Download raw body.
route mtu atomic
Hi,
With TCP unlocking we run into the problem that path MTU discovery
happens in parallel. To keep route mtu consistent, I want to make
access to rt_mtu atomic.
The compare-and-swap function is used to detect if another thread
is modifying the mtu.
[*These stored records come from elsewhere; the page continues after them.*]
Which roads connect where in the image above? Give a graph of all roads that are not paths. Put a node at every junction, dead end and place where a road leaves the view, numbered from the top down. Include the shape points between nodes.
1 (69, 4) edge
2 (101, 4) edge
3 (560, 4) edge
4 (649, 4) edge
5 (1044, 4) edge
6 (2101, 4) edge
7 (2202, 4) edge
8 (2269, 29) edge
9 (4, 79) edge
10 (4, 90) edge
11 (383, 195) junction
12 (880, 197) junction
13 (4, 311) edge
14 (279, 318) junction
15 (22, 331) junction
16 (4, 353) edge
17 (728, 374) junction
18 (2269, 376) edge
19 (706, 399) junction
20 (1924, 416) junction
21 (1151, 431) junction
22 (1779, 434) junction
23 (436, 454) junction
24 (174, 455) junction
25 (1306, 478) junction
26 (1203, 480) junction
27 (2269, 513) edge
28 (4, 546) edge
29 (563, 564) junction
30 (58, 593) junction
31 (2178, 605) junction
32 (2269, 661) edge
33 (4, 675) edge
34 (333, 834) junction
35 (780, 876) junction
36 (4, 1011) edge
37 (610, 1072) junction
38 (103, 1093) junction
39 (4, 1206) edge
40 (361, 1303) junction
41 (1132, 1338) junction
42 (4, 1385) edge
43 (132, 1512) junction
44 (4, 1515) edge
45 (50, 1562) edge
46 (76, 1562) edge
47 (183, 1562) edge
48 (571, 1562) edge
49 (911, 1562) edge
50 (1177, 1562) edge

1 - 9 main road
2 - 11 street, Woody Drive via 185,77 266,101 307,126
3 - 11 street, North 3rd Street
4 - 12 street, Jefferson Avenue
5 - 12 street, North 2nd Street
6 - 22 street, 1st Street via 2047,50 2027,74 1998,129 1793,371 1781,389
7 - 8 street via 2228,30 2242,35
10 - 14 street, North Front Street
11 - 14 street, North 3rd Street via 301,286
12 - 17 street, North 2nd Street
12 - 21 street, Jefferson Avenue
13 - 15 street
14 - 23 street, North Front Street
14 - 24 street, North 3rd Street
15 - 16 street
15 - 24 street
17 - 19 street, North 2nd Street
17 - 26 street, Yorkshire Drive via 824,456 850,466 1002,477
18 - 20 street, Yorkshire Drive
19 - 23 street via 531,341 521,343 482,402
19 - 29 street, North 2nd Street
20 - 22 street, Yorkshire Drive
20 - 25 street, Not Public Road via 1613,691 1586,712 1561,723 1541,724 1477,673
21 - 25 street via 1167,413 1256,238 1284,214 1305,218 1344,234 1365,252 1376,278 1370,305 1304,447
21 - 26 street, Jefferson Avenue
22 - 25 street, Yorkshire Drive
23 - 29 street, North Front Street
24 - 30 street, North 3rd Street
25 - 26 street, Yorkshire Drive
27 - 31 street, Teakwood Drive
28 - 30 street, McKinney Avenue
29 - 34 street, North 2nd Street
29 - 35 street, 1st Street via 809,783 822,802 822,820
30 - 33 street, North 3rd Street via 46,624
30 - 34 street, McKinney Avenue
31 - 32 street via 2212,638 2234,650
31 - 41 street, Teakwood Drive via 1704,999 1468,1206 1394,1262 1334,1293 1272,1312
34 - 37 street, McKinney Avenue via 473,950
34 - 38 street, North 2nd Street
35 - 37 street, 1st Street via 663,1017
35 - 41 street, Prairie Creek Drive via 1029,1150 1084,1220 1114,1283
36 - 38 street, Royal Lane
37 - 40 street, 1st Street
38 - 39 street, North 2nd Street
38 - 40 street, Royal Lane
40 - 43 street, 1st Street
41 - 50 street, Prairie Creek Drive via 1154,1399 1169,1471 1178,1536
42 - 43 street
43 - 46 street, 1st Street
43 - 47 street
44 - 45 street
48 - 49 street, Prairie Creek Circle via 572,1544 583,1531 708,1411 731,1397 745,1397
In this case skip updating rt_mtu.
ok?
bluhm
Index: net/if_loop.c
===================================================================
RCS file: /data/mirror/openbsd/cvs/src/sys/net/if_loop.c,v
diff -u -p -r1.98 if_loop.c
--- net/if_loop.c 29 Dec 2023 11:43:04 -0000 1.98
+++ net/if_loop.c 25 Dec 2024 17:22:50 -0000
@@ -277,8 +277,8 @@ looutput(struct ifnet *ifp, struct mbuf
void
lortrequest(struct ifnet *ifp, int cmd, struct rtentry *rt)
{
- if (rt && rt->rt_mtu == 0)
- rt->rt_mtu = LOMTU;
+ if (rt != NULL)
+ atomic_cas_uint(&rt->rt_mtu, 0, LOMTU);
}
/*
Index: net/route.c
===================================================================
RCS file: /data/mirror/openbsd/cvs/src/sys/net/route.c,v
diff -u -p -r1.437 route.c
--- net/route.c 20 Sep 2024 02:00:46 -0000 1.437
+++ net/route.c 25 Dec 2024 17:35:50 -0000
@@ -557,8 +557,14 @@ rt_setgwroute(struct rtentry *rt, const
* If the MTU of next hop is 0, this will reset the MTU of the
* route to run PMTUD again from scratch.
*/
- if (!ISSET(rt->rt_locks, RTV_MTU) && (rt->rt_mtu > nhrt->rt_mtu))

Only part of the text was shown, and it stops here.